Here’s another sample and notice the eyes have been lifted.
How are such startling results accomplished?
In a word, tools. Point and click tools. Slider bars for effects. Simply select the portion of the portrait you want to repair or enhance, then select the proper tool, make adjustments in the controls, and you’re done.
Well, not quite.
It isn’t so much that PortraitPro has a learning curve, it does, but nothing like the plethora of tools that come with Photoshop. Instead, there’s more of a trial-and-error curve because the adjustments you can make on a portrait are innumerable, even though the tools focus on elements such as lighting, lips, eyes, skin tone, teeth, and blemishes.
The controls themselves are visible within a righthand sidebar and are not difficult to understand but take some practice to implement appropriately. PortraitPro can detect gender and age and display just the tools you need for that portrait. Facial shapes can be altered, symmetry added, even countenance can be improved by lifting a smile, and it’s all done in real time, while you adjust, but it’s easy to get lost in Slider-land.

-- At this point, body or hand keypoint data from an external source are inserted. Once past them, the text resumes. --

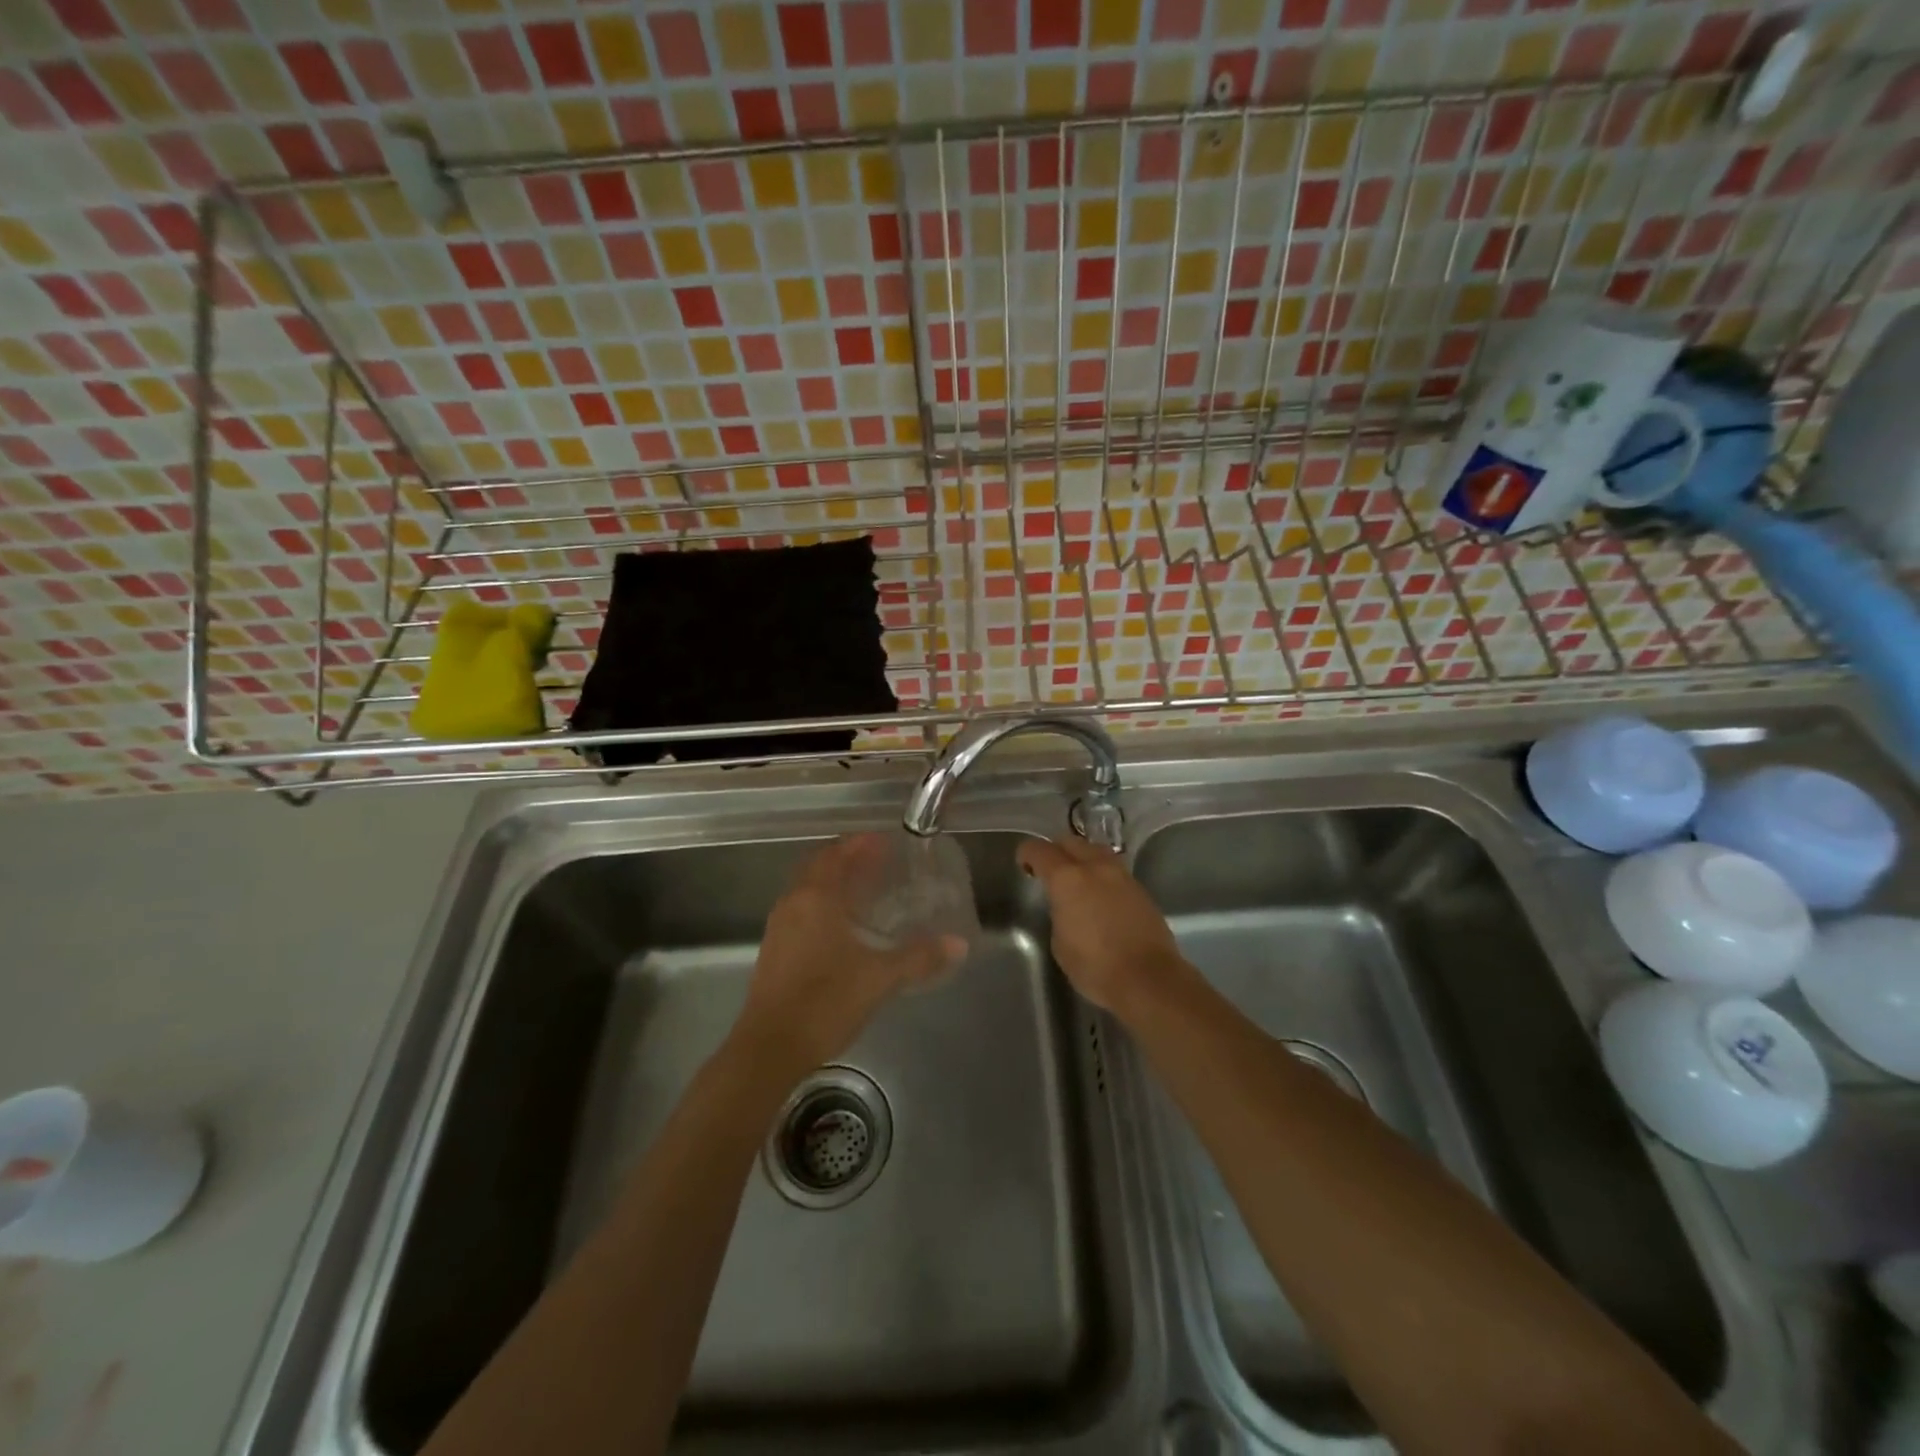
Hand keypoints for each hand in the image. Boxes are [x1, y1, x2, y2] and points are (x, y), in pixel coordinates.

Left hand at [737, 835, 962, 1076]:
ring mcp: (779, 927)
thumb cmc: (825, 1002)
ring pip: (807, 889)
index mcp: (815, 898)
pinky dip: (824, 905)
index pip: (837, 854)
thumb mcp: (879, 978)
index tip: (886, 841)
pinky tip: (844, 927)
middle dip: (847, 859)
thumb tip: (958, 944)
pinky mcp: (774, 951)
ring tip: (866, 890)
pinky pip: (801, 911)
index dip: (861, 844)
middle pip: (819, 866)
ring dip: (833, 882)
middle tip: (879, 862)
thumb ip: (919, 958)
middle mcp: (792, 903)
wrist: (769, 1048)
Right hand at [1017, 836, 1189, 1014]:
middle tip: (1048, 870)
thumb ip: (1059, 914)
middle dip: (1055, 851)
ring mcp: (1122, 875)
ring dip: (1082, 858)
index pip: (1040, 850)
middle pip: (1070, 842)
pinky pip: (1114, 870)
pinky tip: (1100, 895)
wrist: (1149, 979)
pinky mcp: (1140, 889)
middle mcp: (1095, 867)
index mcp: (1067, 879)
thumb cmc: (1095, 966)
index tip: (1023, 864)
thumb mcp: (1060, 943)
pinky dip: (1101, 874)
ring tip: (1076, 879)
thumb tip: (1067, 907)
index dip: (1027, 853)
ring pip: (1096, 851)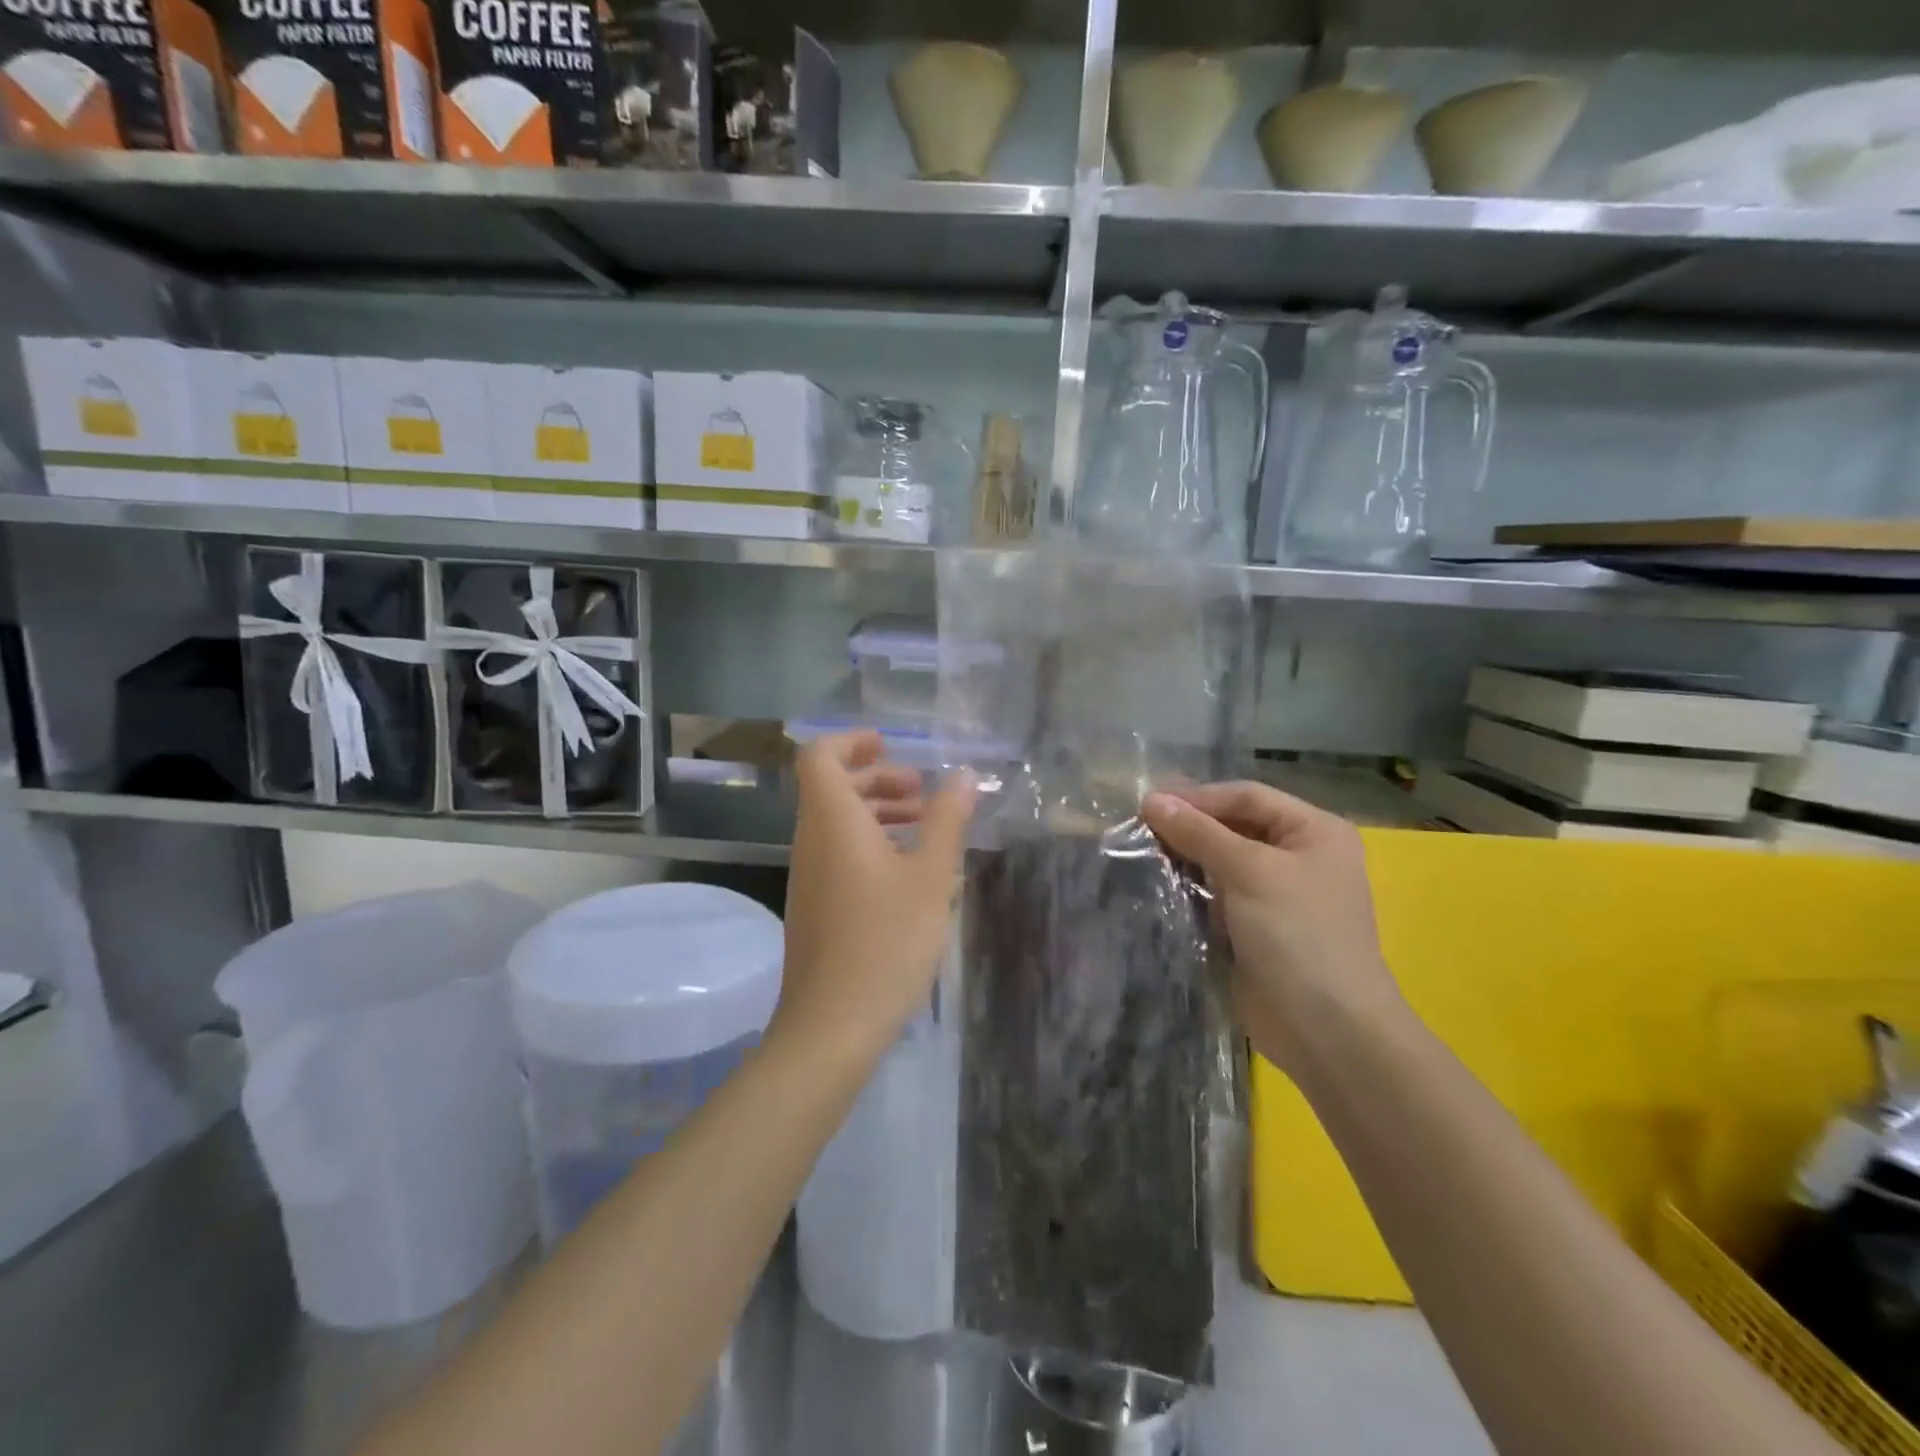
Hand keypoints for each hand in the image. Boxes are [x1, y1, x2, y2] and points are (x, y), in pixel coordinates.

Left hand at [775, 731, 975, 1064]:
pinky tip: (907, 870)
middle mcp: (811, 841)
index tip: (890, 745)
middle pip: (831, 787)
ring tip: (923, 825)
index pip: (820, 756)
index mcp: (832, 822)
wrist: (832, 1025)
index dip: (851, 741)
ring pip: (836, 823)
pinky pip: (837, 853)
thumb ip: (947, 820)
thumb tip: (964, 775)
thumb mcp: (931, 876)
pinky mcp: (815, 906)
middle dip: (877, 778)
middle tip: (921, 790)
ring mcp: (809, 876)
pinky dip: (869, 843)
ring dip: (877, 811)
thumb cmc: (886, 941)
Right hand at [1142, 781, 1404, 1075]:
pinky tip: (1157, 886)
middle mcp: (1298, 856)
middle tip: (1138, 827)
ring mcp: (1277, 895)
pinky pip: (1216, 896)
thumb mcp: (1249, 871)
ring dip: (1185, 858)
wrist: (1327, 1031)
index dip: (1198, 797)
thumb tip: (1151, 799)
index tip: (1147, 803)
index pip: (1247, 796)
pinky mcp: (1255, 928)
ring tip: (1140, 853)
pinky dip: (1189, 890)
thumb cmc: (1298, 935)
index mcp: (1314, 831)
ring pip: (1221, 862)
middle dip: (1189, 827)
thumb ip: (1199, 832)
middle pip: (1234, 826)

I picked up the old Portrait Profession version back when it was in single digits. The latest is version 15 which has more makeup enhancement features, including an option to improve mouth, chin, and nose with auto detection and automated editing. The latest version also has a child mode which is one reason I upgraded (grandchildren).
Yes, there’s a trial try-before-you-buy version so I suggest you try it first because, as easy as it is to get solid professional level results, PortraitPro requires plenty of trial and error effort to get started.